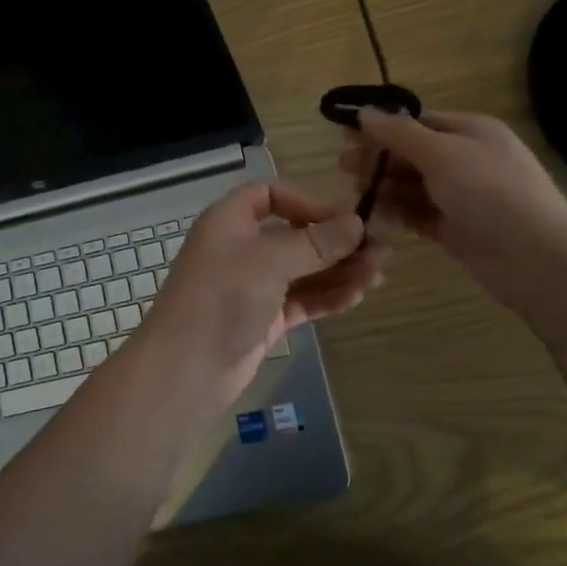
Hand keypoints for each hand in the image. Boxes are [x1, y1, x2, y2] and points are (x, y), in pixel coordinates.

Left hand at [138, 182, 386, 413]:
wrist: (185, 370)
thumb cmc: (222, 298)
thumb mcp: (270, 261)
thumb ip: (316, 242)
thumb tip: (357, 223)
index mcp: (230, 220)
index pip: (271, 195)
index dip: (308, 202)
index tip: (344, 218)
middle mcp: (242, 247)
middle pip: (295, 234)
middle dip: (336, 241)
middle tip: (381, 251)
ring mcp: (253, 285)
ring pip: (304, 269)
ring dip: (340, 270)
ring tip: (379, 275)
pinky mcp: (264, 318)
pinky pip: (303, 299)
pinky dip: (329, 296)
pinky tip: (359, 296)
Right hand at [341, 109, 566, 311]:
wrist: (537, 260)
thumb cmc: (490, 193)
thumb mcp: (442, 154)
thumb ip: (400, 134)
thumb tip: (365, 111)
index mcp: (471, 131)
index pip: (418, 121)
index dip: (382, 127)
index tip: (346, 135)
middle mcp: (468, 159)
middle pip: (413, 153)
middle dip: (379, 158)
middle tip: (342, 166)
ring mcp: (464, 197)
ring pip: (415, 186)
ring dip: (385, 186)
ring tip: (354, 193)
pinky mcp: (458, 229)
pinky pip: (420, 215)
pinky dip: (398, 213)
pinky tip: (373, 216)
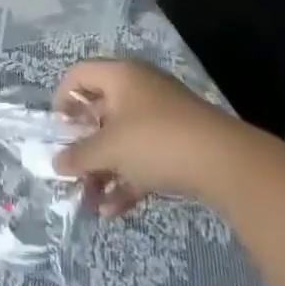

++++

Could the entries be output exactly as written, but without their images?

Hand keypoints for each hand in the image. Boxes are [x1, y1, x2, y2] and points are (x, y), in pixel coordinates.

Left hand at [138, 182, 386, 413]:
wrist: (185, 370)
thumb cmc: (222, 298)
thumb mcp: (270, 261)
thumb ip: (316, 242)
thumb tip: (357, 223)
index mcp: (230, 220)
index pip: (271, 195)
index dip: (308, 202)
index tip: (344, 218)
middle mcp: (242, 247)
middle pip: (295, 234)
middle dip: (336, 241)
middle tip: (381, 251)
ring mcp: (253, 285)
ring pip: (304, 269)
ring dip: (340, 270)
ring tip: (379, 275)
pinky mcp: (264, 318)
pinky pip: (303, 299)
pinky dip: (329, 296)
pinky tip: (359, 296)
Right hand at [341, 109, 566, 311]:
wrist: (537, 260)
thumb cmc: (490, 193)
thumb mcp: (442, 154)
thumb ip: (400, 134)
thumb tip: (365, 111)
index mcp: (471, 131)
index pip: (418, 121)
index dip: (382, 127)
index tip: (346, 135)
middle mcp: (468, 159)
middle pip: (413, 153)
middle dip: (379, 158)
middle tip: (342, 166)
ring mcp: (464, 197)
ring pip: (415, 186)
ring dip: (385, 186)
ring tip: (354, 193)
pinky mcp: (458, 229)
pinky pip: (420, 215)
pinky dip: (398, 213)
pinky tip: (373, 216)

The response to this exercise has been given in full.